**The records:**
☆ ☆ ☆ ☆ ☆

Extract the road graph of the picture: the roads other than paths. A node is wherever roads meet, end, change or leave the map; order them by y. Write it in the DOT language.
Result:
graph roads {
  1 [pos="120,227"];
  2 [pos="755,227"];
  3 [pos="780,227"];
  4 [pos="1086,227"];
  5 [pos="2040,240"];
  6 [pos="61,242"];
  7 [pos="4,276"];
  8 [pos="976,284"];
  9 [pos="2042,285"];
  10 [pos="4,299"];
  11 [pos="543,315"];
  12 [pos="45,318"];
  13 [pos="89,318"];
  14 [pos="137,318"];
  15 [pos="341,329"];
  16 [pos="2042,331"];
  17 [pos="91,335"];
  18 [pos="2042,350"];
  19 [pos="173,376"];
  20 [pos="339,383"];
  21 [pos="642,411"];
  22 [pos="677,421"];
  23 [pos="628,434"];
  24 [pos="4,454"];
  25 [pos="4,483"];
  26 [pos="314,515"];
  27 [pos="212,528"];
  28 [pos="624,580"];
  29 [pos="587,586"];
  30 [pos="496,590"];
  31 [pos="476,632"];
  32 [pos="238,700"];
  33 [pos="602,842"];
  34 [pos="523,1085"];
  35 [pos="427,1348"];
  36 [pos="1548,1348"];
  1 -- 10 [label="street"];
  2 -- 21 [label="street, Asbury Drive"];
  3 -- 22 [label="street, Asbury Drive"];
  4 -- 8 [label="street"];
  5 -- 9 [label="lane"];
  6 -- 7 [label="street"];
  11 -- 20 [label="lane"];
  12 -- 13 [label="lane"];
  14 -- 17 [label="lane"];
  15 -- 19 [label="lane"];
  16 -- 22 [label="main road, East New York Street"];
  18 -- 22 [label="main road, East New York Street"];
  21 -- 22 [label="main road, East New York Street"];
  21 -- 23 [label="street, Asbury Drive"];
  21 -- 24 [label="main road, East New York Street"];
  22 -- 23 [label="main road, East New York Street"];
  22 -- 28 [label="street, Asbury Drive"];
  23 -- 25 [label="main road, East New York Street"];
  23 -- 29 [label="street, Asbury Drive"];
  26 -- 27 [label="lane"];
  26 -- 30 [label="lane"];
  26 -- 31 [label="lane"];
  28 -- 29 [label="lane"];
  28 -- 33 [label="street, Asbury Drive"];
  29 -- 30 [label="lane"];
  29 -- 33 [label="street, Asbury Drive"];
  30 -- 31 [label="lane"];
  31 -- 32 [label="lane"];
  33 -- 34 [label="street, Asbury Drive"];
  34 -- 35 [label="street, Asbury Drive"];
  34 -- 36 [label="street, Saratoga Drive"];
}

☆ ☆ ☆ ☆ ☆

**Task prompt:**
The entries above should be copied out exactly, with none left out.

**Output for this exercise:**
Extract the road graph of the picture: the roads other than paths. A node is wherever roads meet, end, change or leave the map; order them by y. Write it in the DOT language.
Result:
graph roads {
  1 [pos="120,227"];
  2 [pos="755,227"];
  3 [pos="780,227"];
  4 [pos="1086,227"];
  5 [pos="2040,240"];
  6 [pos="61,242"];
  7 [pos="4,276"];
  8 [pos="976,284"];
  9 [pos="2042,285"];
  10 [pos="4,299"];
  11 [pos="543,315"];
  12 [pos="45,318"];
  13 [pos="89,318"];
  14 [pos="137,318"];
  15 [pos="341,329"];
  16 [pos="2042,331"];
  17 [pos="91,335"];
  18 [pos="2042,350"];
  19 [pos="173,376"];
  20 [pos="339,383"];
  21 [pos="642,411"];
  22 [pos="677,421"];
  23 [pos="628,434"];
  24 [pos="4,454"];
  25 [pos="4,483"];
  26 [pos="314,515"];
  27 [pos="212,528"];
  28 [pos="624,580"];
  29 [pos="587,586"];
  30 [pos="496,590"];
  31 [pos="476,632"];
  32 [pos="238,700"];
  33 [pos="602,842"];
  34 [pos="523,1085"];
  35 [pos="427,1348"];
  36 [pos="1548,1348"];
  1 -- 10 [label="street"];
  2 -- 21 [label="street, Asbury Drive"];
  3 -- 22 [label="street, Asbury Drive"];
  4 -- 8 [label="street"];
  5 -- 9 [label="lane"];
  6 -- 7 [label="street"];
  11 -- 20 [label="lane"];
  12 -- 13 [label="lane"];
  14 -- 17 [label="lane"];
  15 -- 19 [label="lane"];
  16 -- 22 [label="main road, East New York Street"];
  18 -- 22 [label="main road, East New York Street"];
  21 -- 22 [label="main road, East New York Street"];
  21 -- 23 [label="street, Asbury Drive"];
  21 -- 24 [label="main road, East New York Street"];
  22 -- 23 [label="main road, East New York Street"];
  22 -- 28 [label="street, Asbury Drive"];
  23 -- 25 [label="main road, East New York Street"];
  23 -- 29 [label="street, Asbury Drive"];
  26 -- 27 [label="lane"];
  26 -- 30 [label="lane"];
  26 -- 31 [label="lane"];
  28 -- 29 [label="lane"];
  28 -- 33 [label="street, Asbury Drive"];
  29 -- 30 [label="lane"];
  29 -- 33 [label="street, Asbury Drive"];
  30 -- 31 [label="lane"];
  31 -- 32 [label="lane"];
  33 -- 34 [label="street, Asbury Drive"];
  34 -- 35 [label="street, Asbury Drive"];
  34 -- 36 [label="street, Saratoga Drive"];
}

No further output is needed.